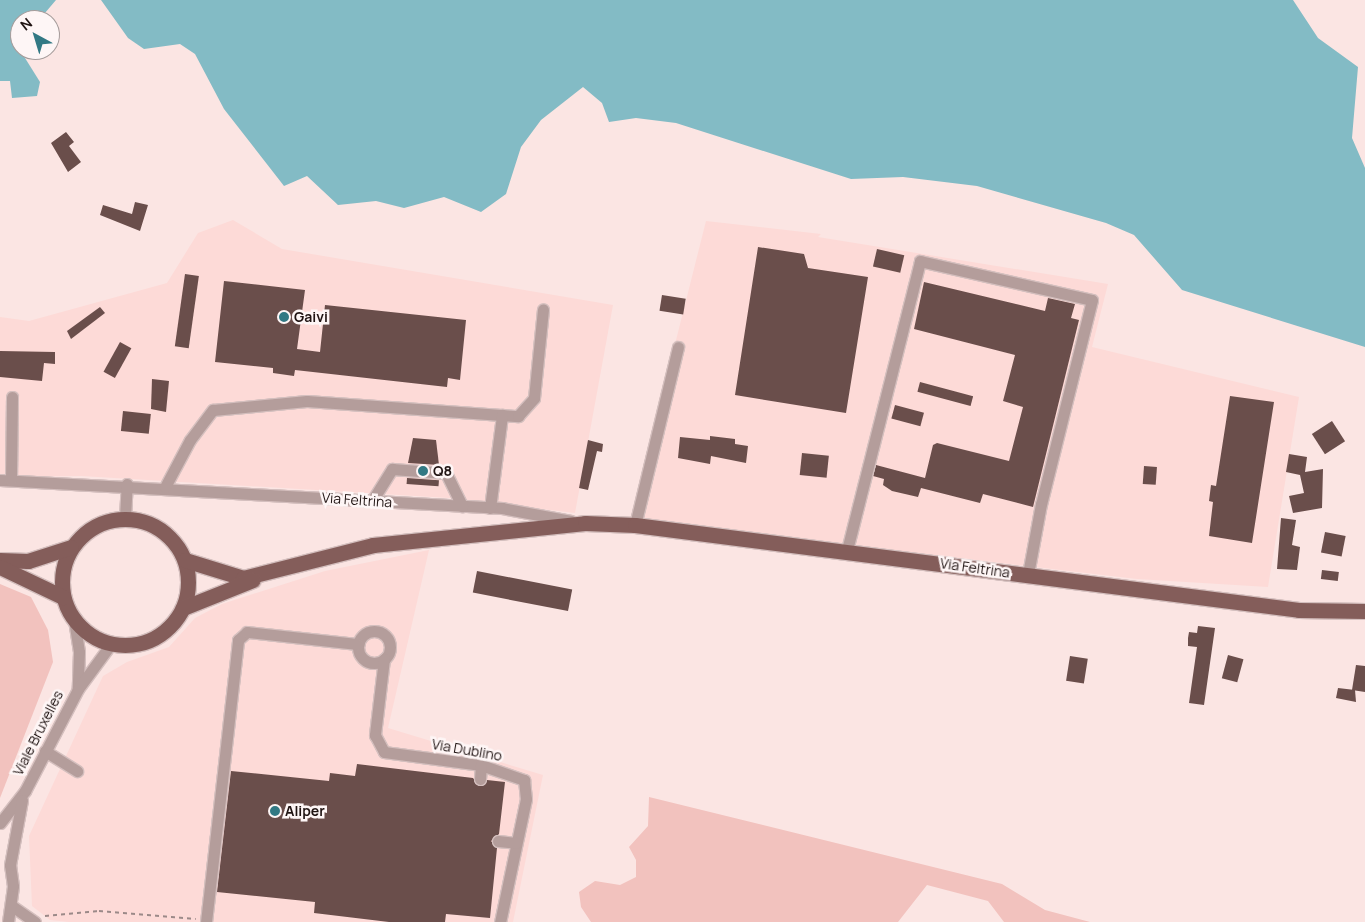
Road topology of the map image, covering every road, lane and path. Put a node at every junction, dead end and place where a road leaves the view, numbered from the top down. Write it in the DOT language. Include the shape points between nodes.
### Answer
graph roads {
  1 [pos="544,309"];
  2 [pos="678,348"];
  3 [pos="12,397"];
  4 [pos="502,415"];
  5 [pos="6,480"];
  6 [pos="127,484"];
  7 [pos="165,487"];
  8 [pos="372,501"];
  9 [pos="462,506"];
  10 [pos="490,508"];
  11 [pos="125,518"];
  12 [pos="585,523"];
  13 [pos="635,526"];
  14 [pos="71,547"];
  15 [pos="847,550"];
  16 [pos="0,560"];
  17 [pos="186,560"];
  18 [pos="0,567"];
  19 [pos="1028,574"];
  20 [pos="259,577"];
  21 [pos="63,597"];
  22 [pos="183,608"];
  23 [pos="1365,611"];
  24 [pos="74,620"];
  25 [pos="111,644"];
  26 [pos="358,644"];
  27 [pos="384,659"];
  28 [pos="78,688"];
  29 [pos="46,751"];
  30 [pos="481,765"];
  31 [pos="76,771"];
  32 [pos="480,779"];
  33 [pos="25,791"];
  34 [pos="0,823"];
  35 [pos="498,841"];
  36 [pos="516,844"];
  37 [pos="0,858"];
  38 [pos="10,865"];
  39 [pos="12,906"];
  40 [pos="31,919"];
  41 [pos="206,921"];
  42 [pos="8,922"];
  43 [pos="500,922"];
  1 -- 4 [label="street" via="534,398 518,416"];
  2 -- 13 [label="street"];
  3 -- 5 [label="street"];
  4 -- 7 [label="street" via="307,401 213,410 190,440"];
  4 -- 10 [label="street"];
  5 -- 6 [label="street, Via Feltrina"];
  6 -- 7 [label="street, Via Feltrina"];
  6 -- 11 [label="street"];
  7 -- 8 [label="street, Via Feltrina"];
  8 -- 9 [label="street, Via Feltrina"];
  8 -- 9 [label="street" via="392,469 446,473"];
  9 -- 10 [label="street, Via Feltrina"];
  10 -- 12 [label="street, Via Feltrina"];
  11 -- 14 [label="main road" via="94,526"];
  11 -- 17 [label="main road" via="162,529"];
  12 -- 13 [label="main road, Via Feltrina"];
  12 -- 20 [label="main road, Via Feltrina" via="373,545"];
  13 -- 15 [label="main road, Via Feltrina"];
  14 -- 16 [label="main road" via="28,561"];
  14 -- 21 [label="main road" via="62,571"];
  15 -- 19 [label="main road, Via Feltrina"];
  15 -- 19 [label="street" via="861,481 883,415 920,261 1092,300 1041,504"];
  17 -- 20 [label="main road, Via Feltrina" via="221,574"];
  17 -- 22 [label="main road" via="189,576"];
  18 -- 21 [label="main road"];
  19 -- 23 [label="main road, Via Feltrina" via="1299,610"];
  20 -- 22 [label="main road, Via Feltrina"];
  21 -- 24 [label="main road"];
  22 -- 25 [label="main road" via="171,626 154,639 133,645"];
  24 -- 25 [label="main road" via="90,636"];
  24 -- 28 [label="street" via="79,652"];
  25 -- 28 [label="street, Viale Bruxelles"];
  26 -- 27 [label="street" via="367,661"];
  26 -- 27 [label="street" via="367,632 382,633 390,646"];
  26 -- 41 [label="street" via="247,632 238,640"];
  27 -- 30 [label="street, Via Dublino" via="375,735 378,745 392,754"];
  28 -- 29 [label="street, Viale Bruxelles"];
  29 -- 31 [label="street"];
  29 -- 33 [label="street, Viale Bruxelles"];
  30 -- 32 [label="street"];
  30 -- 36 [label="street, Via Dublino" via="524,780 527,790"];
  33 -- 34 [label="street, Viale Bruxelles"];
  33 -- 38 [label="street, Viale Bruxelles"];
  35 -- 36 [label="street"];
  36 -- 43 [label="street, Via Dublino"];
  37 -- 38 [label="street"];
  38 -- 39 [label="street, Viale Bruxelles"];
  39 -- 40 [label="street"];
  39 -- 42 [label="street, Viale Bruxelles"];
  40 -- 41 [label="path" via="99,911"];
}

The problem>
Each line containing "path" belongs in the answer; pick these out of the material and copy them.

Solution for this task>
Road topology of the map image, covering every road, lane and path. Put a node at every junction, dead end and place where a road leaves the view, numbered from the top down. Write it in the DOT language. Include the shape points between nodes.
  40 -- 41 [label="path" via="99,911"];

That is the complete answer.